Middle East and Northern Africa
- Kurdish defenders held off Islamic State militants in Syria’s border town of Kobani on Sunday, but the fighters struck with deadly bombings in Iraq, killing dozens of Kurds in the north and assassinating a provincial police commander in the west.
- U.S. Secretary of State John Kerry called on Sunday for a renewed commitment to achieving Middle East peace, saying a lasting deal between Israel, the Palestinians and all their neighbors could be achieved.
Asia
- India and Pakistan exchanged gunfire across the Kashmir frontier on Saturday, Indian military officials said, ending a pause in fighting that has already killed 17 civilians in the two countries in the worst skirmishes in a decade.
- Hundreds of student activists camped overnight in Hong Kong as the protesters tried to re-gather momentum after the government called off talks aimed at defusing unrest in the global financial hub.
- North Korea’s state media said on Saturday that expected talks with the South to try to improve ties between the rivals were in danger of being canceled because authorities in Seoul allowed a group to send leaflets hostile to Pyongyang. South Korea warned North Korea of a “strong” response to shooting incident after the leaflets were allegedly sent.
- An Afghan official said a NATO air strike killed seven civilians in the country’s east, including a nine-year-old child, but the international coalition said on Monday the strike killed eight militants who had fired on its forces.
Europe
- The Russian navy twice interfered with a Finnish state environmental research vessel in international waters in August and September, the Finnish Environment Institute said on Saturday.
- British lawmakers will hold a symbolic parliamentary vote on Monday on whether the government should recognize Palestine as a state, a move unlikely to shift official policy but designed to raise the political profile of the issue. Last week, Sweden became the first major European country to officially recognize Palestine’s statehood.
- Ukrainian search teams will comb the crash site of Malaysia Airlines flight MH17, which went down on July 17, and return human remains and belongings to the Netherlands, Dutch television reported.
- Switzerland’s business elite published an appeal in a Swiss newspaper on Sunday to save the country’s accords with the European Union from unraveling due to a vote earlier this year to curb immigration from the bloc.
- Russian President Vladimir Putin has ordered Russian troops to withdraw to their permanent bases after military exercises in Rostov region near the border with Ukraine, the Kremlin said, in a sign of some tension easing before a key meeting next week.
Americas
- The United States has condemned Kyrgyzstan for planning to adopt legislation to ban “gay propaganda”, saying the law discriminates and will hurt the Central Asian nation’s fragile civil society.

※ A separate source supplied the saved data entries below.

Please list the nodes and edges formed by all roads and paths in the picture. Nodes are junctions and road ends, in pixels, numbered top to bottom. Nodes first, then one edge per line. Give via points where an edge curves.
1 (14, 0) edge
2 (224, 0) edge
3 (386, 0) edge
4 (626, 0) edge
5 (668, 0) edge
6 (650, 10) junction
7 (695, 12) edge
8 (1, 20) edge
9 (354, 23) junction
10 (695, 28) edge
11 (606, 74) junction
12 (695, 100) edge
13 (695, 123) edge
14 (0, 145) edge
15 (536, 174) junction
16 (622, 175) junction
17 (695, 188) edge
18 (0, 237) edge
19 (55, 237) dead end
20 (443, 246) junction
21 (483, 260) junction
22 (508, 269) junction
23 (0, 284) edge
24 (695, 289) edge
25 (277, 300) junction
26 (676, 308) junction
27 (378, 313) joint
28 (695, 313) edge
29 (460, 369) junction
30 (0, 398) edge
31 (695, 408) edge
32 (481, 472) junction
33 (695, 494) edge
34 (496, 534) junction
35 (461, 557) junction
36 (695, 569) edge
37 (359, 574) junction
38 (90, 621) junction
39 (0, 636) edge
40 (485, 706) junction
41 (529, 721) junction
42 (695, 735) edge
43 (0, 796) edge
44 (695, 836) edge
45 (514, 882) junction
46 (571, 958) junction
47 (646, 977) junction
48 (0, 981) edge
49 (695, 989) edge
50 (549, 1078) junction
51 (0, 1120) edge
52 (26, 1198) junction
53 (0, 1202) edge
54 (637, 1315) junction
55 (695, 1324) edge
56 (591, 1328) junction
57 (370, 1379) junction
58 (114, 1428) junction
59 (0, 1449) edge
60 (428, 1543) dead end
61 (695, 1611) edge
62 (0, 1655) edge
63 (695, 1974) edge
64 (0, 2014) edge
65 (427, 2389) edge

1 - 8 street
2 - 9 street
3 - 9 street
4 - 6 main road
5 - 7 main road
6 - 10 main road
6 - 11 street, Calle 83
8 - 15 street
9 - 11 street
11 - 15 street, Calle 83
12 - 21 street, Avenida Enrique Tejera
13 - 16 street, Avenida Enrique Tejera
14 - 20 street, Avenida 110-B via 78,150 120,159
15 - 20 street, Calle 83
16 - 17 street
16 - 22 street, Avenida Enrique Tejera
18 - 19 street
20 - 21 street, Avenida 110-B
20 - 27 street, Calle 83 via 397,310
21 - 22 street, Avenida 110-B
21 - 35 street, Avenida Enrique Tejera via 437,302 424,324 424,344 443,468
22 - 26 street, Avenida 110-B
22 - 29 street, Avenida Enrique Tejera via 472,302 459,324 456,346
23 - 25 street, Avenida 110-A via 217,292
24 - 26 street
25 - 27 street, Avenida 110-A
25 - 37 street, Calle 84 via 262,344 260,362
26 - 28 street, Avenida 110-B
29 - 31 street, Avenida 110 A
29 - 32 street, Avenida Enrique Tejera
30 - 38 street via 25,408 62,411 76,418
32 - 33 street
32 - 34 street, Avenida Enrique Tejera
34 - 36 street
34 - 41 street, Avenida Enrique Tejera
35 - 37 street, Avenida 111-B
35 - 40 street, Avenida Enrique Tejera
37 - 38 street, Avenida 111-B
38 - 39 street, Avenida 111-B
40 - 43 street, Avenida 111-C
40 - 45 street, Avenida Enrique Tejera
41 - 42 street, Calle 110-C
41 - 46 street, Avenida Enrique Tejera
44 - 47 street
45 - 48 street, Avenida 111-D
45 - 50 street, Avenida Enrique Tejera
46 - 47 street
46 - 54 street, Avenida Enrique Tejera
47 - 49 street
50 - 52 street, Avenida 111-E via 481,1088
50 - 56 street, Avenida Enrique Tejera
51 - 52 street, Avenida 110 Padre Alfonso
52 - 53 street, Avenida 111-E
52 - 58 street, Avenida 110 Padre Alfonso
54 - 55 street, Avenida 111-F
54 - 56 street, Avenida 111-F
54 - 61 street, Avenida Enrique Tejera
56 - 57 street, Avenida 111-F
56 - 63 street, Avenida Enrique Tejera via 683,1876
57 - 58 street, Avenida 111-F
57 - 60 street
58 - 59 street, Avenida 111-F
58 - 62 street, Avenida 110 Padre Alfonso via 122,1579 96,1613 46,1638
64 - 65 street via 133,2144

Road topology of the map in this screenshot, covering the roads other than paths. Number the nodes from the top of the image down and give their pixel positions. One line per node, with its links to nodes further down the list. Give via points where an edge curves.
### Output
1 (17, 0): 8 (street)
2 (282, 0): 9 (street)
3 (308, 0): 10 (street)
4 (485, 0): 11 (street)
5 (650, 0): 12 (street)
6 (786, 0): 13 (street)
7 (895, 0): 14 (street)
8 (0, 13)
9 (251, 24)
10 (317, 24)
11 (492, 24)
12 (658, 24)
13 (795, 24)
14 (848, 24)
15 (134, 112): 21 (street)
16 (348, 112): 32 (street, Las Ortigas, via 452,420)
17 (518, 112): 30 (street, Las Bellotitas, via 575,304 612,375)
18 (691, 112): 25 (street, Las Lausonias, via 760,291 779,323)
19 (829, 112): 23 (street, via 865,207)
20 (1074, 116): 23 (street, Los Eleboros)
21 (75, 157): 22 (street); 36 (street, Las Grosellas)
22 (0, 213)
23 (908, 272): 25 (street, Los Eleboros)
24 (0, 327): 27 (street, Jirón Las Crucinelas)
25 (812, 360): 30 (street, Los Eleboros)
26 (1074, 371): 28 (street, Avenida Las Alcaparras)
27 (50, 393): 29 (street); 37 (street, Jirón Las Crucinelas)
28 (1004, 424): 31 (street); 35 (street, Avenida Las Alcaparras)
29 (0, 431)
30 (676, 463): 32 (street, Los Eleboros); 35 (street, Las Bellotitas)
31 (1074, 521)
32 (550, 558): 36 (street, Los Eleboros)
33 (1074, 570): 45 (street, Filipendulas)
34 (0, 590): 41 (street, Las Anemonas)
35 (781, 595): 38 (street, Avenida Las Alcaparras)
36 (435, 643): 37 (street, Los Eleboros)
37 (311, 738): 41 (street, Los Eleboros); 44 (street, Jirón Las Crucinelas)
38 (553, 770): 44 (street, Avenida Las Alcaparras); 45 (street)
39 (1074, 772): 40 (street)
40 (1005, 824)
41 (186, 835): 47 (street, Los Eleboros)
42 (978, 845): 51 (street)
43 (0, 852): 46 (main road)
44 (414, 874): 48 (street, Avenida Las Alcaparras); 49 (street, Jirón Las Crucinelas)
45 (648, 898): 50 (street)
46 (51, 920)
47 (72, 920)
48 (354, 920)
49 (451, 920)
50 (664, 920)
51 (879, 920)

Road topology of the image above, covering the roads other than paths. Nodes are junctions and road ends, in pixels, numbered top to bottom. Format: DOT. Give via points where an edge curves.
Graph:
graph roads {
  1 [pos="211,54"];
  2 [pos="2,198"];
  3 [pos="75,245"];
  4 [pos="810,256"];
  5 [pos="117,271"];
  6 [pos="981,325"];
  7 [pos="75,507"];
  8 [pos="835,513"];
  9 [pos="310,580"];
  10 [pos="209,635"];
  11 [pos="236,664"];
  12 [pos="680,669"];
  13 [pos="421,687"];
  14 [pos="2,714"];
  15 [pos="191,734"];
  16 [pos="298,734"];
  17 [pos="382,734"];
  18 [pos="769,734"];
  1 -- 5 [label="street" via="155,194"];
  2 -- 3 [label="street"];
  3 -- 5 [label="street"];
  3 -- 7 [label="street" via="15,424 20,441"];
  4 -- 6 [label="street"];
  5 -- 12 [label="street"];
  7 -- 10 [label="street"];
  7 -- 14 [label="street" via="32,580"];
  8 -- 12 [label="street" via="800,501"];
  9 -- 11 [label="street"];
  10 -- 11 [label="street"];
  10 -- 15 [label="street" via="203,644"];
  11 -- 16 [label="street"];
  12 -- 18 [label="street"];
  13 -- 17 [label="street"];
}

- A U.S. drone strike killed two suspected militants in northwest Pakistan on Saturday, Pakistani intelligence officials said, part of a flurry of strikes this week after a long pause earlier this year.
Oceania
- Australian Prime Minister Tony Abbott said on Monday that he would use an upcoming G20 leaders summit to confront Russian President Vladimir Putin over the downing of Malaysia Airlines Flight MH17 and the “murder” of Australian citizens.
UN/World
- UN Secretary-General Ban Ki-moon has made a surprise visit to the Libyan capital aiming to bolster talks between rival groups that have divided the North African nation with two separate parliaments and governments.